(INFORMATION GIVEN Opens)

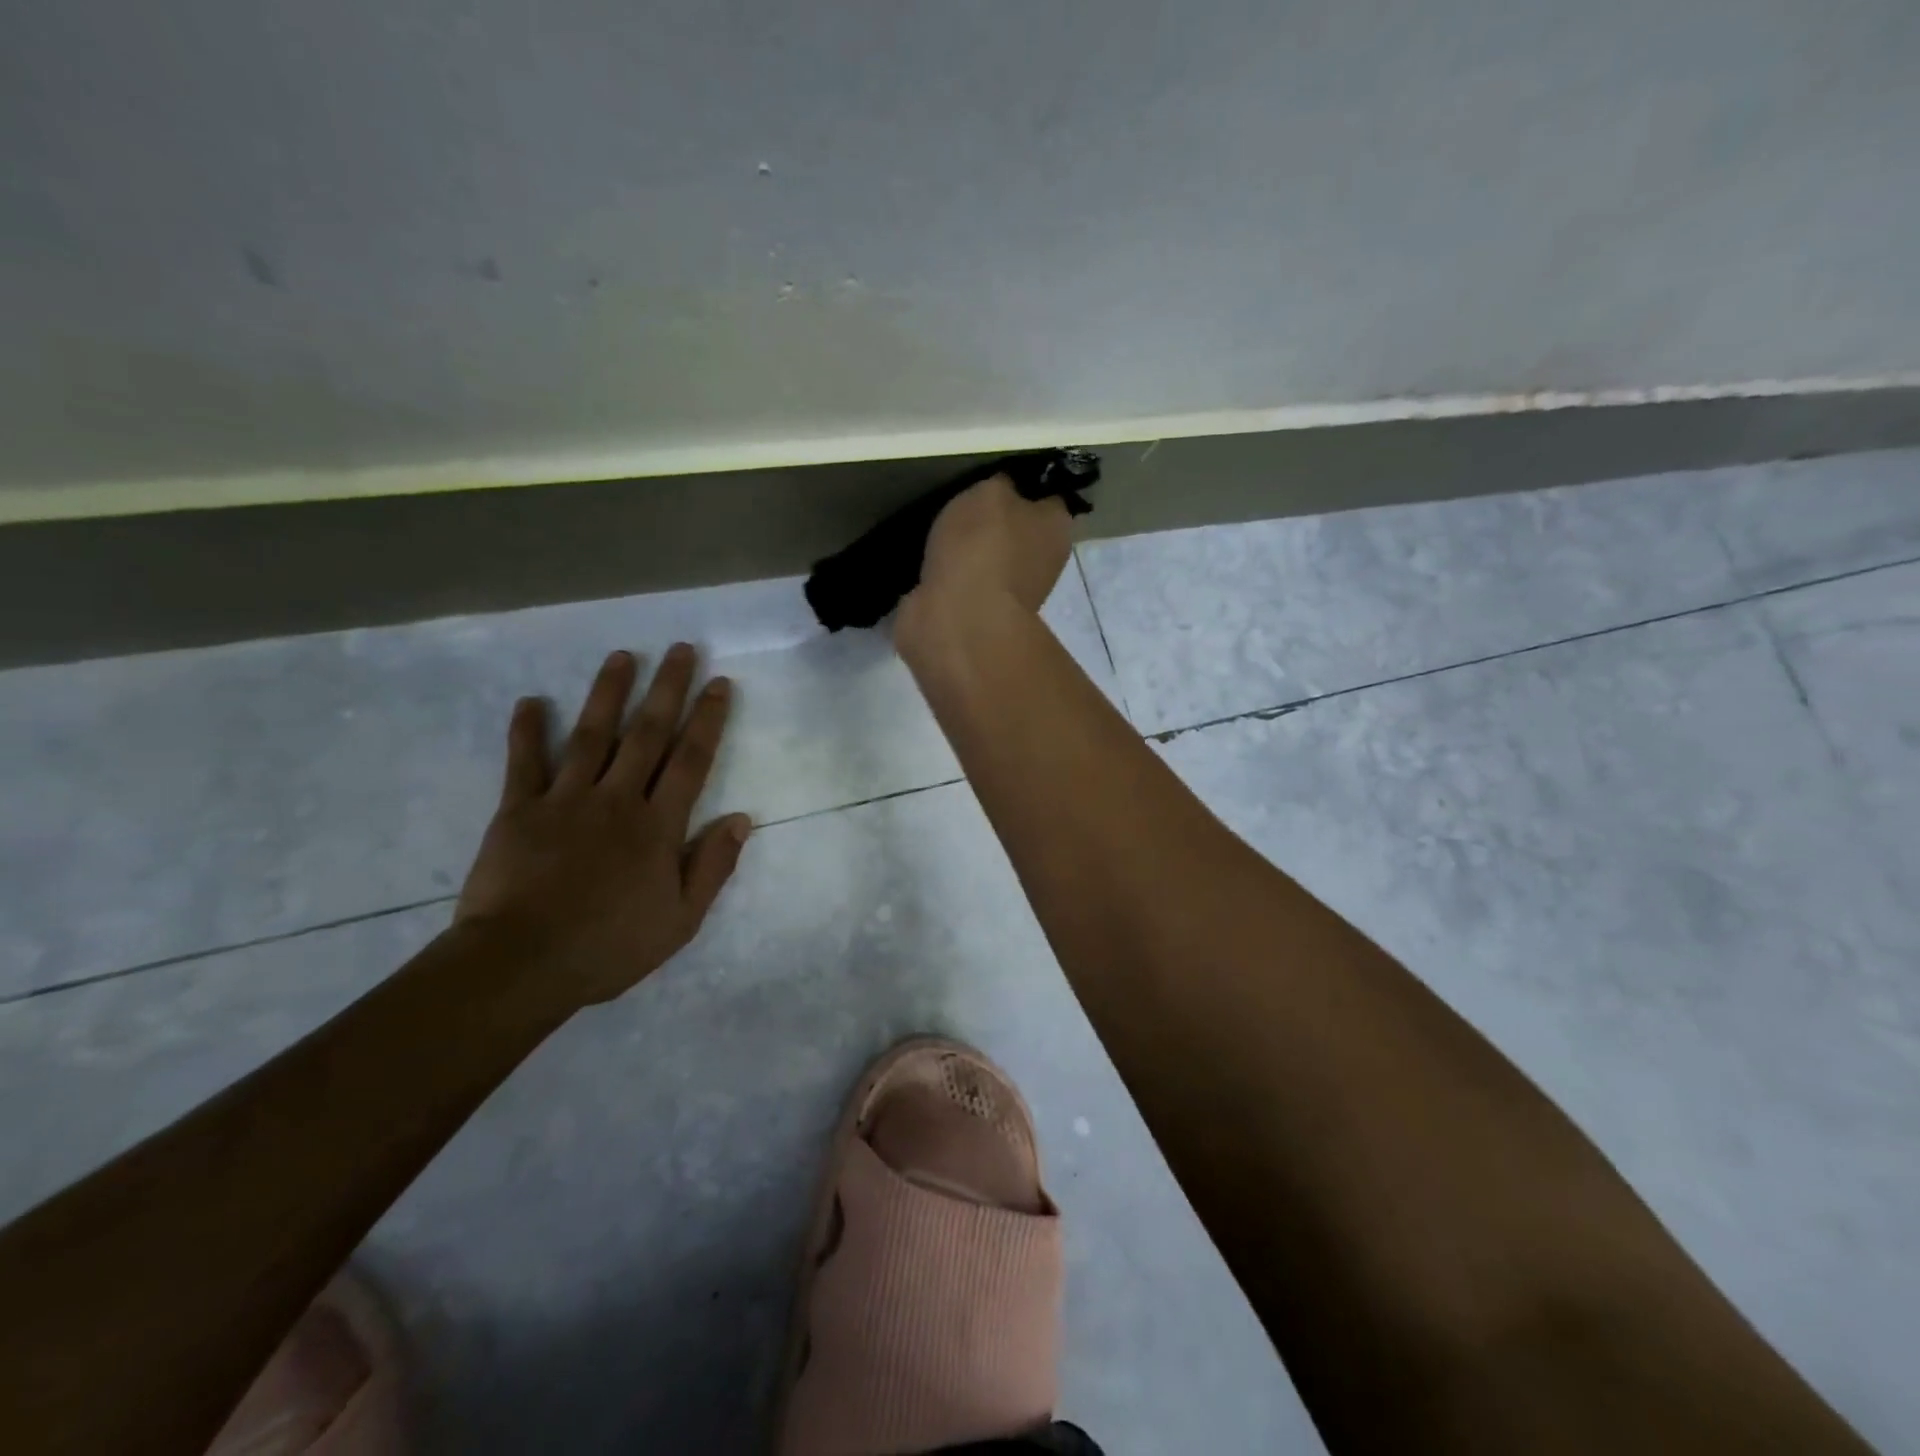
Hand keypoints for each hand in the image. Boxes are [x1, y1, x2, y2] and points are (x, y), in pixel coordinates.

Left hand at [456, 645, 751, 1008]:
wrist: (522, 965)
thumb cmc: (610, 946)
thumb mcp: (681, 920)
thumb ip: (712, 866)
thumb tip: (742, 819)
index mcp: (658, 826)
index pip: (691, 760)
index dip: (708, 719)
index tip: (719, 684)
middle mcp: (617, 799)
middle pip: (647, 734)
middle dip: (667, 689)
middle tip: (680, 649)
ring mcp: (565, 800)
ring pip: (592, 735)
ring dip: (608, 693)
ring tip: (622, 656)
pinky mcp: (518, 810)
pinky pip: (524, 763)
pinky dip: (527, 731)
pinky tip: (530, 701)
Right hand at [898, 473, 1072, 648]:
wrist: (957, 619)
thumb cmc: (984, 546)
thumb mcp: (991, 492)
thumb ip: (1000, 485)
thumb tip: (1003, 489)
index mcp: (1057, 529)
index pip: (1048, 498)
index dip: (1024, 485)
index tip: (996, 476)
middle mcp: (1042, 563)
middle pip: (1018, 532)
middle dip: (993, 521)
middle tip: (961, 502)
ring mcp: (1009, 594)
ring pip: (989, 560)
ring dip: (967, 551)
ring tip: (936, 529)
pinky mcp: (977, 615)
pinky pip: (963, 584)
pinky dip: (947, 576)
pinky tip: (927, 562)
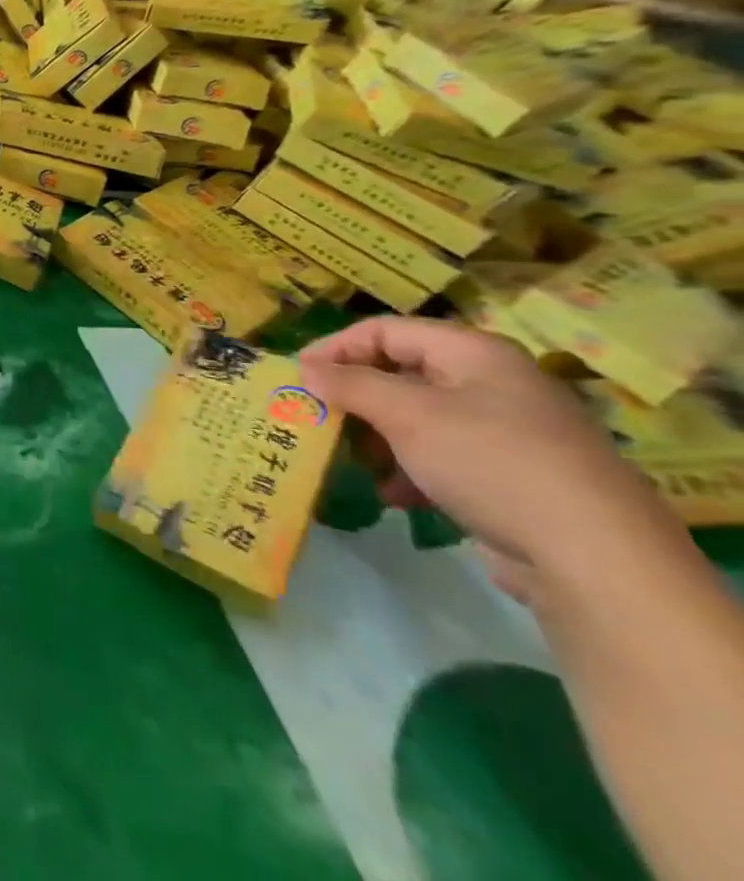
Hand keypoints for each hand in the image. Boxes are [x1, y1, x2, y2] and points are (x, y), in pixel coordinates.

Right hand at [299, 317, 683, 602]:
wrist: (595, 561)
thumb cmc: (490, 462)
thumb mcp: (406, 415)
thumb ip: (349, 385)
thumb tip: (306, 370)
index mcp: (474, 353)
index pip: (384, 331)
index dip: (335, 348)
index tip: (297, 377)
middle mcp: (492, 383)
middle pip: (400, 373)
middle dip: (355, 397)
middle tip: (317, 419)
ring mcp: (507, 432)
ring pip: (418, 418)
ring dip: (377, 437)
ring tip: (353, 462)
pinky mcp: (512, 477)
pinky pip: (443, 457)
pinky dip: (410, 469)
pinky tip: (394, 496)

(INFORMATION GIVEN Closes)
(INFORMATION GIVEN Opens)

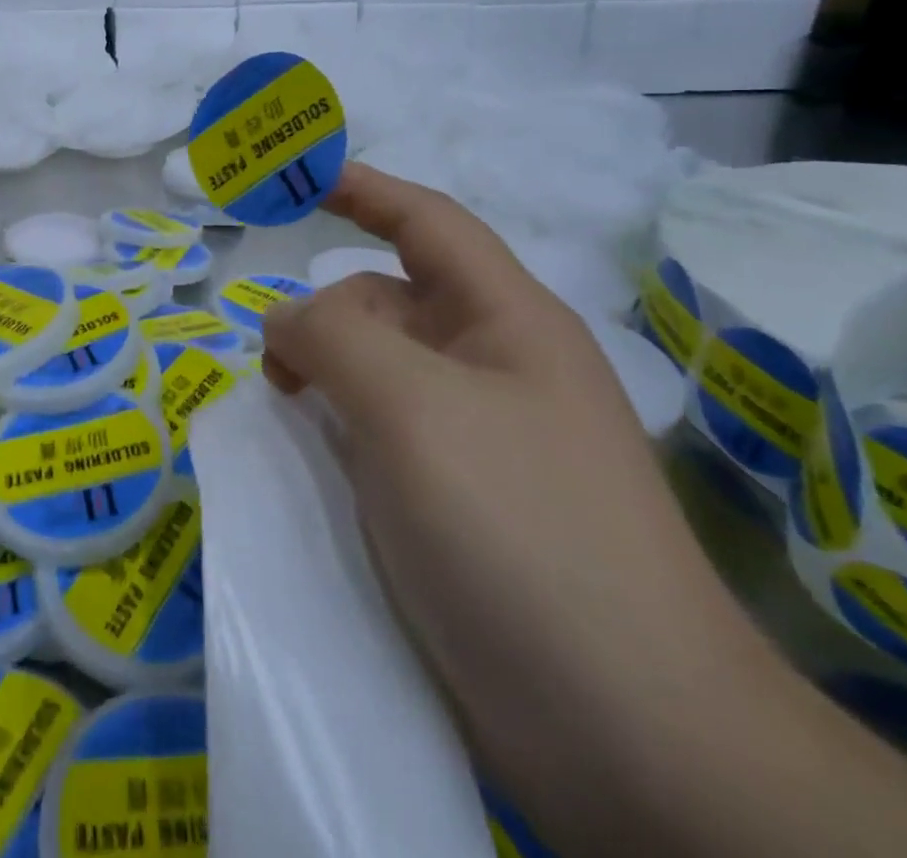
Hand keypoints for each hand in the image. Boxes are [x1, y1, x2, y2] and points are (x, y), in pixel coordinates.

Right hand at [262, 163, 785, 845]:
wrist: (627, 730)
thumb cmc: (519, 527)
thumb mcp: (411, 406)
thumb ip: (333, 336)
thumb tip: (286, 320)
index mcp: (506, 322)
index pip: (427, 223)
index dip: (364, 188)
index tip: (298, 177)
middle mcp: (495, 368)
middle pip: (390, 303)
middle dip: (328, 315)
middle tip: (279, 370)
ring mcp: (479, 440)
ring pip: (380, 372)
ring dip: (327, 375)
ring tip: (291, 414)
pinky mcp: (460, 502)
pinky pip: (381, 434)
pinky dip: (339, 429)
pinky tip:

(INFORMATION GIVEN Closes)

** TASK GOAL **
Would you output the lines above from the line holding "thumb ip: (1000, 485)" up to and including the line holding "pinky tip: (394, 496)", exactly and only those, with no pictures?

** WORKED SOLUTION **
thumb ip: (1000, 485)
thumb tip: (1003, 489)
index mcp: (1057, 529)
index pip: (1048, 498)
index dip: (1024, 485)
index tip: (996, 476)
middle mcp: (1042, 563)
middle pip: (1018, 532)
middle dip: (993, 521)
middle tip: (961, 502)
ring mcp: (1009, 594)
ring pip: (989, 560)
ring dip: (967, 551)
ring tip: (936, 529)
pinky mcp: (977, 615)
pinky pip: (963, 584)
pinky dip: (947, 576)
pinky tip: (927, 562)
Hand keypoints for each hand in the image. Boxes are [x1, y1, x2, y2] and points are (x, y), in pixel coordinates.

Right hand at [299, 317, 683, 602]:
wrist: (595, 561)
thumb cmc: (490, 462)
thumb mcp: (406, 415)
thumb ip: (349, 385)
thumb tip: (306, 370)
index mcp: (474, 353)
index pip: (384, 331)
index dip: (335, 348)
index tip: (297, 377)
middle mcp: (492, 383)
middle pip: (400, 373)
middle dip: (355, 397)
middle tip: (317, 419)
ring mcp: (507, 432)
ring pip: (418, 418)
ring dip: (377, 437)
ring tip: (353, 462)
pinky mcp: (512, 477)
pinky pip: (443, 457)
pinky dip: (410, 469)
pinky tip: (394, 496)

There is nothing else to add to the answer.